- Samuel B. Lee House Maplewood Farm (Boundary Increase)
- U.S. National Register of Historic Places
- Location: Duplex Rd. 1/2 mi. W of Lewisburg Pike, Duplex, Tennessee, near Spring Hill, Tennessee
- Coordinates: 35°44′35″N 86°50′44″W﻿ / ﻿35.74306°N 86.84556°W
- Area: 470 acres (190 ha)
- Built: c. 1830, c. 1835, c. 1900, 1819
- Architectural style: Central passage plan, Greek Revival
- MPS: Williamson County MRA
- NRHP reference No.: 88000300 (original) 92001758 (increase)

Significant dates
- Added to NRHP: April 13, 1988
- Boundary increase: January 12, 1993

= Maplewood Farm (Spring Hill, Tennessee) =

The Samuel B. Lee House, also known as Maplewood, is a house in Duplex, in the U.S. state of Tennessee that was listed on the National Register of Historic Places in 1988. The listed area was increased from 72 to 398 acre and the property listing name was changed to Maplewood Farm 1993.

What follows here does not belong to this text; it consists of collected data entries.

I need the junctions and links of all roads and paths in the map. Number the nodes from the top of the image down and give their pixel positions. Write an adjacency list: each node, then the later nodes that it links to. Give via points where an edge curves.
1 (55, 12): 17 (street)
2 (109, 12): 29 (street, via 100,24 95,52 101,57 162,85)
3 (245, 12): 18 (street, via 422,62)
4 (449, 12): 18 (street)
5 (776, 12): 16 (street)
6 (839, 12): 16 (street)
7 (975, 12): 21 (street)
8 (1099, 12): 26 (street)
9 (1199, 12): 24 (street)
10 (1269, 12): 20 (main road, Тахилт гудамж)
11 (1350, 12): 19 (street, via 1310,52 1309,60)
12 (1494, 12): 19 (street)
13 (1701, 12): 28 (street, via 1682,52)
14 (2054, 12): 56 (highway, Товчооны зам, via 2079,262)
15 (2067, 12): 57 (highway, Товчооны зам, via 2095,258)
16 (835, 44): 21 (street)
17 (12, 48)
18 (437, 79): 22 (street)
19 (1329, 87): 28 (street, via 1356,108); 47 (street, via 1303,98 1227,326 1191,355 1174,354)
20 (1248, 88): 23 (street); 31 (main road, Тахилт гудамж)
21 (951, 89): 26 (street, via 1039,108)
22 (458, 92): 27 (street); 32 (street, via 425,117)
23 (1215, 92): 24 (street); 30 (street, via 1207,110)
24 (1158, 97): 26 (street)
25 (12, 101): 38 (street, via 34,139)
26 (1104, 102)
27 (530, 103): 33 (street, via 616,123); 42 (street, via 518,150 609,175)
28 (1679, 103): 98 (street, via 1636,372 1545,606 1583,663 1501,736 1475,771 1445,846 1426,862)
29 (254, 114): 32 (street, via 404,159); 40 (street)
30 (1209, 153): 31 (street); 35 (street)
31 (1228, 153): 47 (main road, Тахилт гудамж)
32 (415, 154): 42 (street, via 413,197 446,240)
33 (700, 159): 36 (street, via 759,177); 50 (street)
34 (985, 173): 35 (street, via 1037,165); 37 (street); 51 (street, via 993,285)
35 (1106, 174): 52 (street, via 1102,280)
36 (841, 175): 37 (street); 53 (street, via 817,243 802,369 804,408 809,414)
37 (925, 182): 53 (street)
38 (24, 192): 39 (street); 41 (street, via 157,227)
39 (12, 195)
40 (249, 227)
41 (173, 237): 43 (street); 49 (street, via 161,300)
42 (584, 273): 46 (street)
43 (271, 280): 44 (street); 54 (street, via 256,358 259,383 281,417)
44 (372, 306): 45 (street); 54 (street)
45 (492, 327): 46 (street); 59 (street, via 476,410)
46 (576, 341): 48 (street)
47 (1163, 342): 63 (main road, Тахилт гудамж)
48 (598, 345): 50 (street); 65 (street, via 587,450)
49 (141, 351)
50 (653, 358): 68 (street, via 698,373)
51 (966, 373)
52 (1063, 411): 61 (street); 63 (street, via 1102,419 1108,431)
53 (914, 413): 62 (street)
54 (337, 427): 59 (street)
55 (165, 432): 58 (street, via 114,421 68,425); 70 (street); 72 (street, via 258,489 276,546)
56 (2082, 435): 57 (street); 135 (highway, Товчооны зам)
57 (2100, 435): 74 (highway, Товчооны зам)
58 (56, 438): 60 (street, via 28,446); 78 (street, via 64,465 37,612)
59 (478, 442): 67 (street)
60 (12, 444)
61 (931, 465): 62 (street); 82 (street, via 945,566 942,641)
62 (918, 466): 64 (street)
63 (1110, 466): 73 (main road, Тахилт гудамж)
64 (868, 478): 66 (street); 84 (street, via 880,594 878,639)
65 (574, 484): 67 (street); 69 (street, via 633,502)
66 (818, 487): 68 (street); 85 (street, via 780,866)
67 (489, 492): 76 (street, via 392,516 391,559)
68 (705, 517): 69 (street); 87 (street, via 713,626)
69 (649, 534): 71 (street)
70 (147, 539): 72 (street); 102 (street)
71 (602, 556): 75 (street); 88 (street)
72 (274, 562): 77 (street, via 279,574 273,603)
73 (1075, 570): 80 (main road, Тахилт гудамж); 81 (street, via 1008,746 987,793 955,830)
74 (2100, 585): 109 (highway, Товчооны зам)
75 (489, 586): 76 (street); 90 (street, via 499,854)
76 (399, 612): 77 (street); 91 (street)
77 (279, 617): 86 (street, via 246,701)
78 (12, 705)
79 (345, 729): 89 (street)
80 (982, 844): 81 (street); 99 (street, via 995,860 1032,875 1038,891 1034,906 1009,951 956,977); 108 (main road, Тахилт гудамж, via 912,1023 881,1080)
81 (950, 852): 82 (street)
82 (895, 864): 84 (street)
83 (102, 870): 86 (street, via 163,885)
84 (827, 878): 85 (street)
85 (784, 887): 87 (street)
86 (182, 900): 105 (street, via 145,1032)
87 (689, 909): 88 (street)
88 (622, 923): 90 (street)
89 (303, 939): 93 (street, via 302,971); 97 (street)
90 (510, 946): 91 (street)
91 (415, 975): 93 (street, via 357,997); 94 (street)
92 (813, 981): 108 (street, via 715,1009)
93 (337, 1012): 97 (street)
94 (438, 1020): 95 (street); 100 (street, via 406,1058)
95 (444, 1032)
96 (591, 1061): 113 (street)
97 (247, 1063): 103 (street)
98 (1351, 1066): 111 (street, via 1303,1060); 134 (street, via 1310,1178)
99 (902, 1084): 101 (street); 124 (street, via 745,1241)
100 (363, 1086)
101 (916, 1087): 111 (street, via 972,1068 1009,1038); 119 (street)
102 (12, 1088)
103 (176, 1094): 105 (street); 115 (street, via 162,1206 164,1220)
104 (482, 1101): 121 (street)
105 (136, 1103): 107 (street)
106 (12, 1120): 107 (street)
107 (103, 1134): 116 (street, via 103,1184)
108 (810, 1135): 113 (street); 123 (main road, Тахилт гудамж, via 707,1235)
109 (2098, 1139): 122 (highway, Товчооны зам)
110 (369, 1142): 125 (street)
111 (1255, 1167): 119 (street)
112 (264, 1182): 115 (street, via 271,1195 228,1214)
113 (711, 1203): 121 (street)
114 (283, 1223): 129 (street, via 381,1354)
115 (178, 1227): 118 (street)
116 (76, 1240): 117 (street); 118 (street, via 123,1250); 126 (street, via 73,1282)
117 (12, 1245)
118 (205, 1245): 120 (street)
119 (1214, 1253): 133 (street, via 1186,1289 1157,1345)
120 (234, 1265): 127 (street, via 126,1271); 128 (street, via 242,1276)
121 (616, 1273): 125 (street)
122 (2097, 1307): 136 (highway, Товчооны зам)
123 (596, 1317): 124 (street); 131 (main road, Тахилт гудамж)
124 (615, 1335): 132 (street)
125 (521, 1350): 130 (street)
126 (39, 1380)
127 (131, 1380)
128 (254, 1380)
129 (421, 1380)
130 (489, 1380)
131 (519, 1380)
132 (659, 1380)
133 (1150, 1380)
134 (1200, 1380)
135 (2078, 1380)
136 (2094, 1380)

When originally listed the property included five contributing buildings and one non-contributing structure on 72 acre. The eligibility of the property for NRHP listing was addressed in a 1988 study of Williamson County historical resources.

The boundary increase listing mentions five contributing buildings, one contributing site, and two contributing structures.